R66: the rule by Emirates Securities and Commodities Authority stipulates separate accounts for brokerage firms and pool accounts for clients
Rules on margin trading and financial adequacy
Two new regulations aimed at streamlining performance of the UAE’s stock markets have been prepared by the Emirates Securities and Commodities Authority (Esca).
They include rules on margin trading and the financial adequacy of brokerage firms. The move follows the announcement of the accounts separation regulation that will require all brokerage firms to create two accounts for each client – an investment account and a margin trading account.
“Esca has prepared drafts of the new regulations,” a well-informed source told Emirates Business. “The main purpose of the proposed margin trading regulation is to set limits on each client’s trading.“The margin account should not exceed a specific ratio of the investment account.

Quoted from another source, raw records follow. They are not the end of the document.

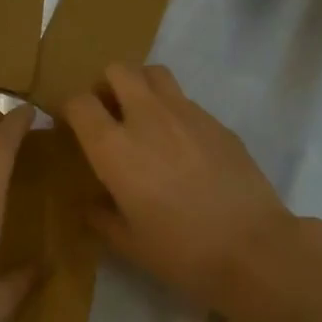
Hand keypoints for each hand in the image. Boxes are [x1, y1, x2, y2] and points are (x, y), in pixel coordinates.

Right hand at [63, 64, 292, 311]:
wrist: (251, 247)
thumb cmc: (180, 250)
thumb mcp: (129, 242)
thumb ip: (102, 217)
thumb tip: (92, 204)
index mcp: (114, 148)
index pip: (80, 103)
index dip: (70, 110)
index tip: (71, 127)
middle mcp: (147, 118)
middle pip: (118, 71)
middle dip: (106, 86)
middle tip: (109, 115)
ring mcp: (187, 114)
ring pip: (155, 73)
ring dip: (141, 87)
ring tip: (143, 119)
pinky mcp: (217, 122)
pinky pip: (185, 100)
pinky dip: (173, 110)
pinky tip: (181, 146)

This will prevent brokerage firms from going to extremes.”
The source added that running accounts at extreme levels had created massive artificial liquidity in the markets and imposed heavy pressure on stocks. “During the market crisis in in 2005 and 2006, stocks were over-priced because of high margin trading. We should learn from our mistakes and the mistakes of other stock markets.”
The financial adequacy regulation will require brokerage firms to maintain capital equal to not less than 10 per cent of their liabilities in addition to maintaining their capital at levels disclosed in the letters of guarantee they submitted to Esca. It will also require brokerage firms to maintain adequate financial resources to cover their obligations.
The rules hope to create integration in stock markets to achieve stability and reduce the operating risks of brokerage firms.
The source said there was close co-operation between Esca, the Abu Dhabi Securities Market and the Dubai Financial Market over the new regulations.“They are doing a very positive job for investors because these steps are very important to stabilise the markets and regulate trading.”